Day 65: Lanexang Village, New Iberia, Louisiana
📌APIA Every Day (65) - Situated in New Iberia, Louisiana, Lanexang Village is a thriving community, housing hundreds of Laotians and their families. Originally established as a refuge for Laotian refugees in the 1980s after the country's civil war, the village's name, loosely translated as '“million elephants,” reflects its cultural roots.
Sponsored by the Catholic Diocese in the 1970s and 80s, these refugees found work in Louisiana, including jobs like shrimp peeling and oyster shucking. In 1986, several dozen Laotian families collectively purchased land, leading to the establishment of Lanexang Village. Over the next decade, the community’s resident population grew to over 400 Laotians.
In 1987, Wat Thammarattanaram, a sacred temple, was constructed, serving as a place for Buddhist families to uphold their cultural and religious practices. The temple gained recognition, evolving into a popular tourist destination. Lanexang Village and Wat Thammarattanaram became the designated spots for hosting Songkran, the Laos New Year celebration, drawing large crowds, including those from outside the community.

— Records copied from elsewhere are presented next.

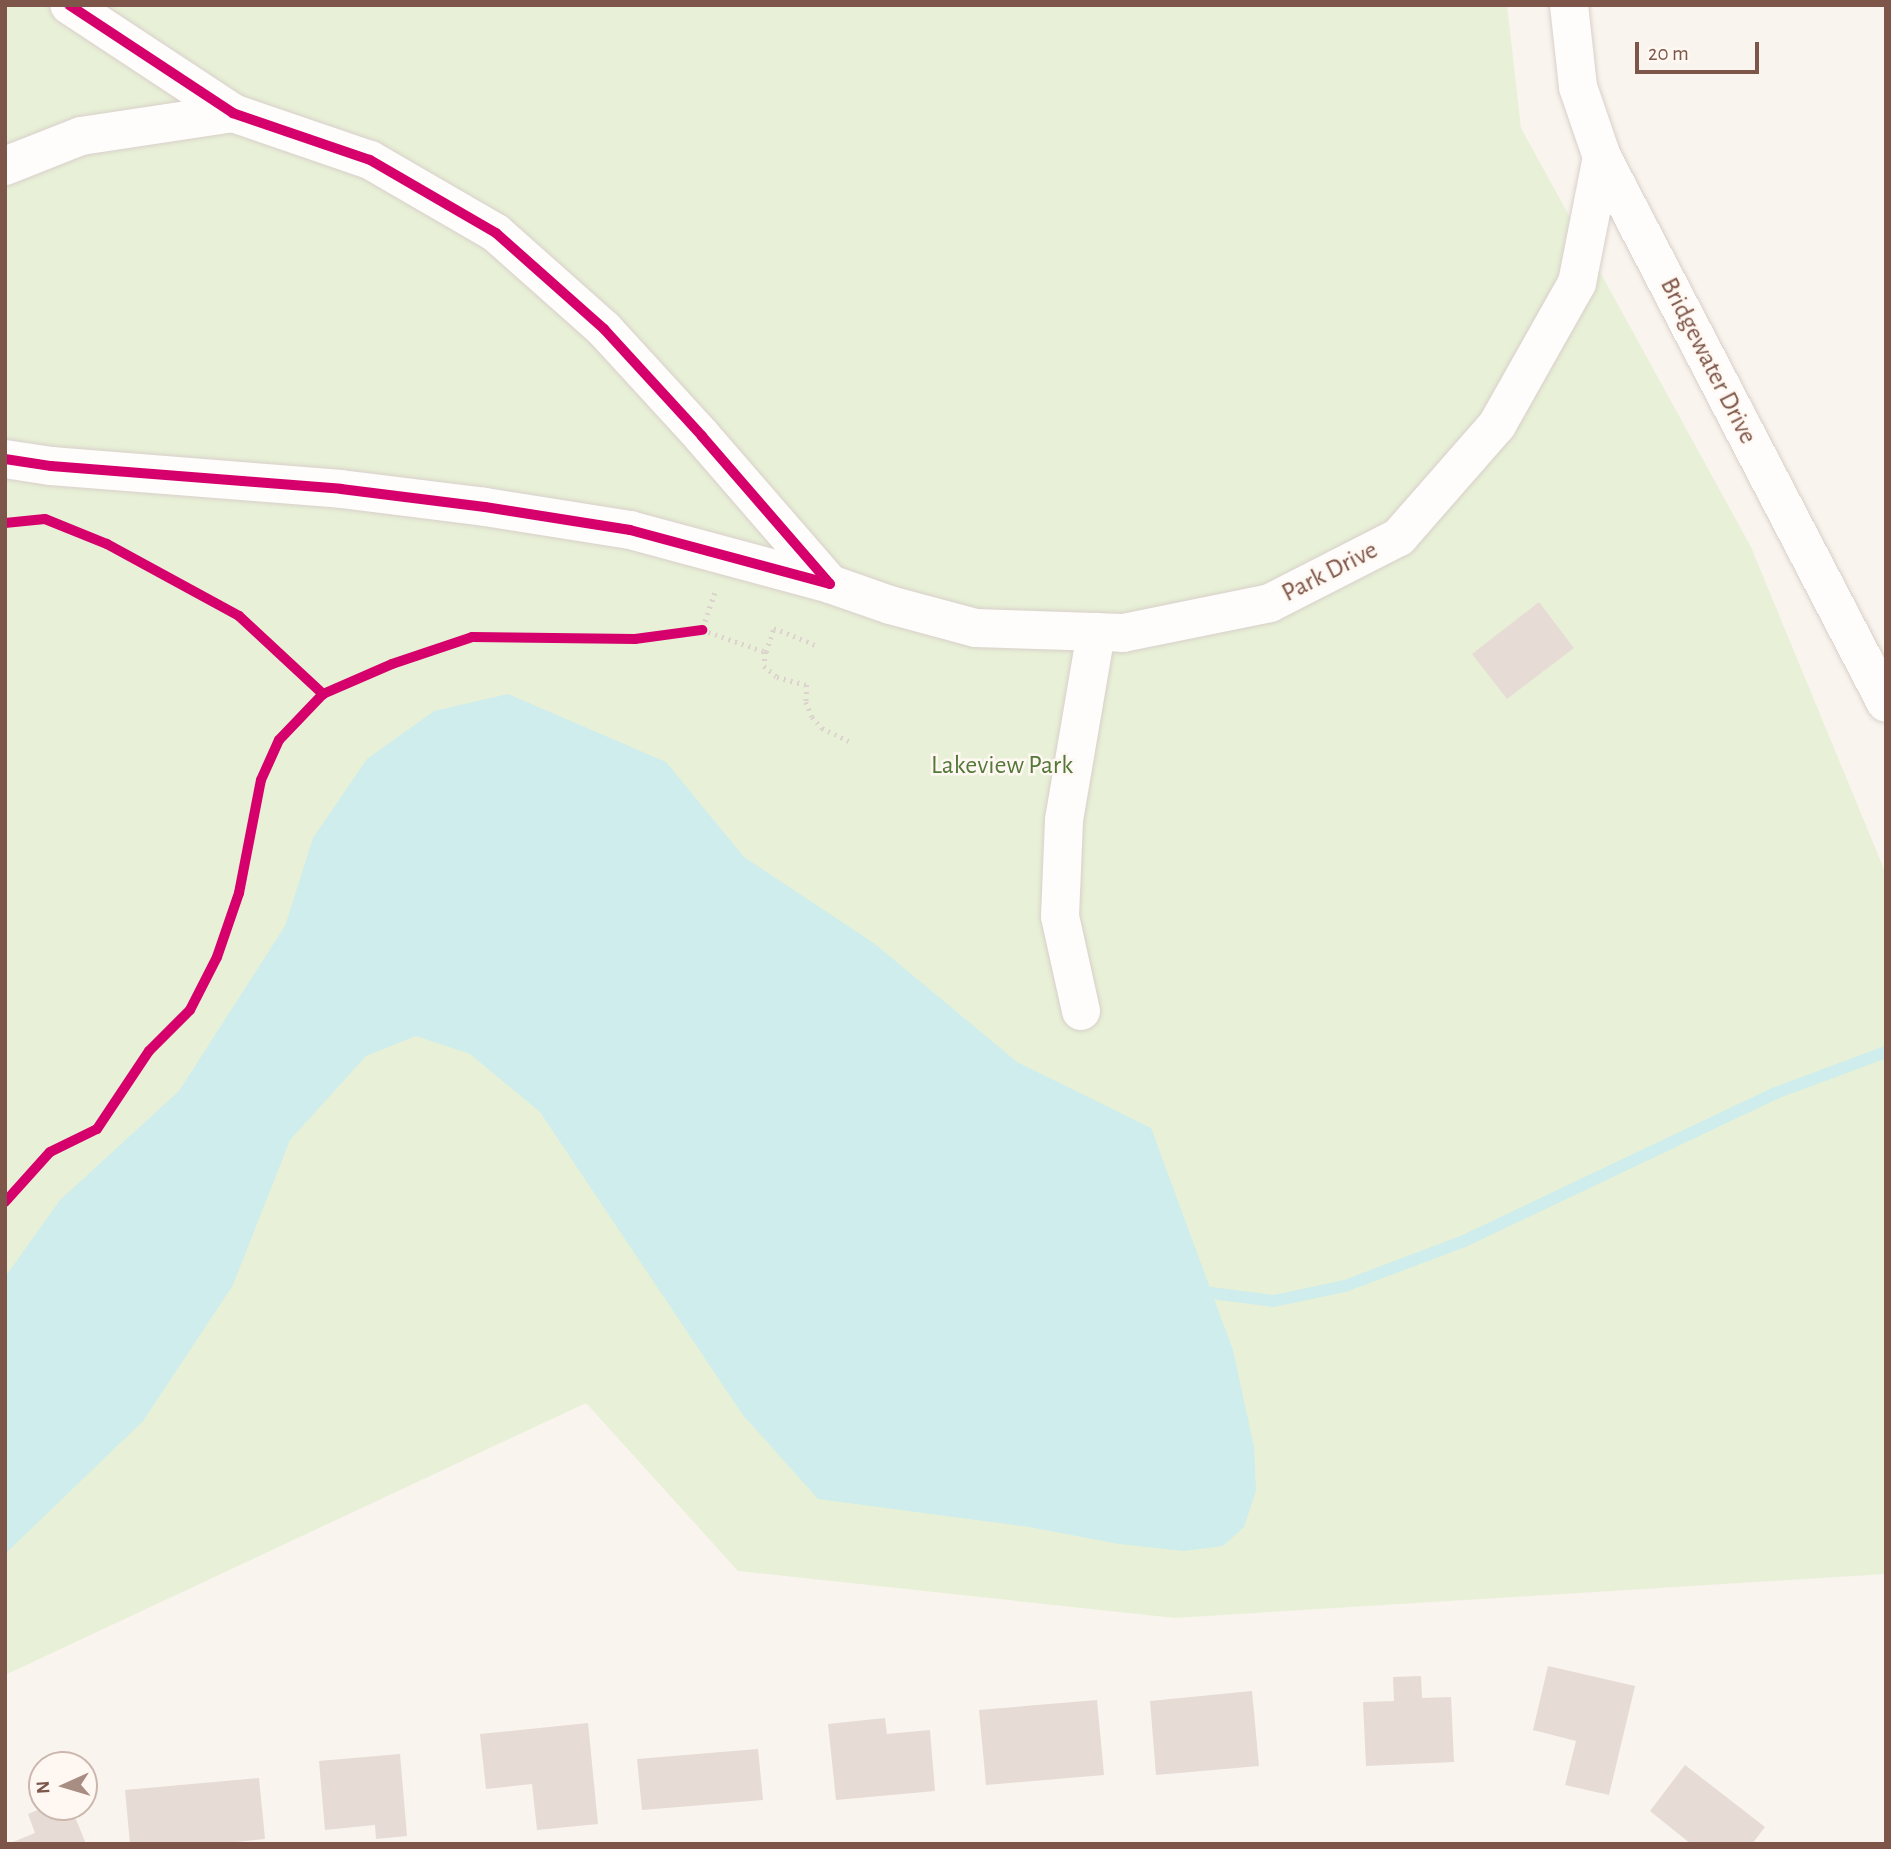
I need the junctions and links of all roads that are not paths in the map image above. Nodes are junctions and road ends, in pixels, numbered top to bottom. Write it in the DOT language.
graph roads {
  1 [pos="69,5"];
  2 [pos="1569,5"];
  3 [pos="233,113"];
  4 [pos="1602,157"];
  5 [pos="5,166"];
  6 [pos="5,459"];
  7 [pos="830,584"];
  8 [pos="1096,632"];
  9 [pos="1886,703"];
  10 [pos="1081,1011"];
  1 -- 3 [label="street"];
  2 -- 4 [label="street, Bridgewater Drive"];
  3 -- 5 [label="street"];
  3 -- 7 [label="street"];
  4 -- 8 [label="street, Park Drive"];
  4 -- 9 [label="street, Bridgewater Drive"];
  6 -- 7 [label="street, Park Drive"];
  7 -- 8 [label="street, Park Drive"];
  8 -- 10 [label="street"];
}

Today, Lanexang Village thrives, with the younger generation actively engaged in preserving Laotian traditions. Initiatives such as temple tours and events organized by youth groups signify dedicated efforts to maintain a strong connection between the youth and their cultural heritage. Through these actions, the histories of Laos migration to Louisiana are preserved by the existence of Lanexang Village and Wat Thammarattanaram.
Day 64: Pacific Seas Restaurant & Market, Salt Lake City, Utah
📌APIA Every Day (64) - The Pacific Seas Restaurant and Market, situated in the Glendale neighborhood of Salt Lake City, has emerged as a popular destination for Pacific Islander cuisine in Utah. Managed by the Lavulo family for over 28 years, this restaurant offers a taste of Tongan dishes. David Lavulo, the restaurant's owner, left Tonga in 1968 to study in Fiji, later moving to the U.S. and settling in San Francisco. After five years, he and his wife, Leti Lavulo, relocated to Utah, drawn by the area’s slower-paced lifestyle. They eventually established the Pacific Seas Restaurant and Market, with the desire to serve the local Pacific Islander community.
The restaurant's casual and family-friendly atmosphere, coupled with a menu featuring a Tongan and American cuisine, has significantly contributed to its success. Regular customers visit the establishment, enjoying their meals surrounded by Tongan-inspired decorations, as seen by the Tongan athlete photos that adorn the restaurant’s walls. The Lavulo family places a strong emphasis on fresh, daily cooking, sourcing ingredients from various countries.
The Pacific Seas Restaurant and Market has evolved into a popular community gathering spot, serving as a venue that exemplifies the cultural significance of food in Pacific Islander communities. Expressed by Feltch-Malohifo’ou, the executive director of Pacific Islanders Knowledge 2 Action Resources (PIK2AR), “Food is love in the Pacific Islands culture, and it shows in everything from the food to the services.”